Plaintiff (Appointedd Party), Appellee and Appellant

Plaintiff (Appointed Party) 1 and 54 others (Attorney Park Jong-ok, Counsel for the plaintiff-appellant)

Defendant, Appellee

Korea Agricultural and Rural Infrastructure Corporation (Attorney Kim Jae-chul, Counsel for the plaintiff-appellant)

Defendant, Appellant and Appellee

Republic of Korea and one other

Judgment of the lower court

Gwangju High Court Decision 98Na5097 delivered on September 21, 2000

Text

All appeals are dismissed. The costs of appeal by the Plaintiff (Appointed Party) are assessed against each of the aforementioned Defendants. The costs of appeal by the Plaintiff (Appointed Party), Defendant Republic of Korea, and Defendant Hepo-si are assessed against the Defendants.

Reasons

1. We examine the grounds of appeal by the plaintiff (appointed party, hereinafter referred to as "the plaintiff").

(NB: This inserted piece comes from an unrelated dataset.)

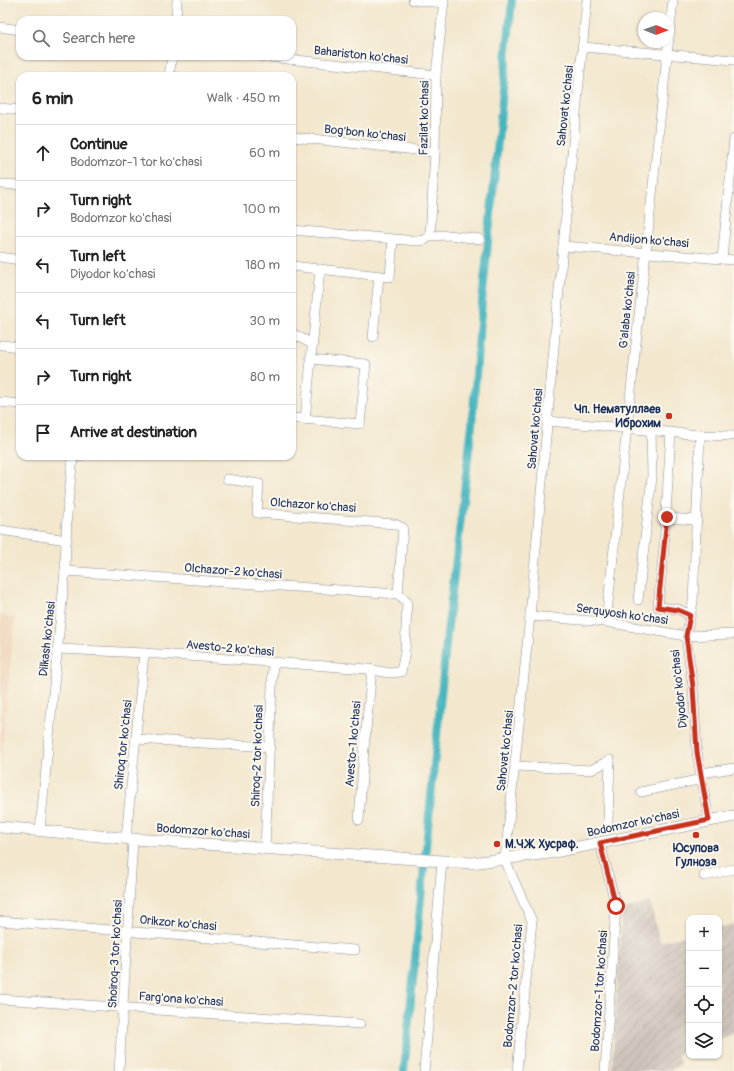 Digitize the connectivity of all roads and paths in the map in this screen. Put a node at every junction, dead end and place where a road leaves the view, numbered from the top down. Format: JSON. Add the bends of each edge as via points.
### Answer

A. Ground of appeal No. 1: Defendant Republic of Korea and the Korea Agricultural and Rural Infrastructure Corporation (hereinafter referred to as “Defendant Corporation”)’s prior prevention responsibility and Defendant Corporation’s ex post facto prevention responsibility

As to the plaintiff's assertion that the above construction works of the Yeongsan River Corporation and the defendant Corporation could have predicted an increase in the tides of the above construction works, but failed to predict it by negligence or failed to devise such measures, it cannot be deemed that the above Defendants are subject to preventive responsibility for the above Defendants on the ground that it is difficult to recognize that there was a possibility of predictability of flood damage as alleged by the plaintiff before the construction of the Yeongsan River, and in addition, in light of the circumstances stated in its reasoning, the defendant Corporation may not be subject to the duty to take follow-up measures such as investigating the causes of inundation and establishing preventive measures against the victims, or providing financial support to the defendant Bapo-si, like the defendant Republic of Korea. In so doing, the court below did not err by misapprehending the legal principles as to the duty of care in illegal acts, such as the grounds for appeal, nor by misapprehending the legal principles as to the duty of care in the grounds for appeal, and the precedent cited by the plaintiff in the grounds for appeal cannot be invoked in this case.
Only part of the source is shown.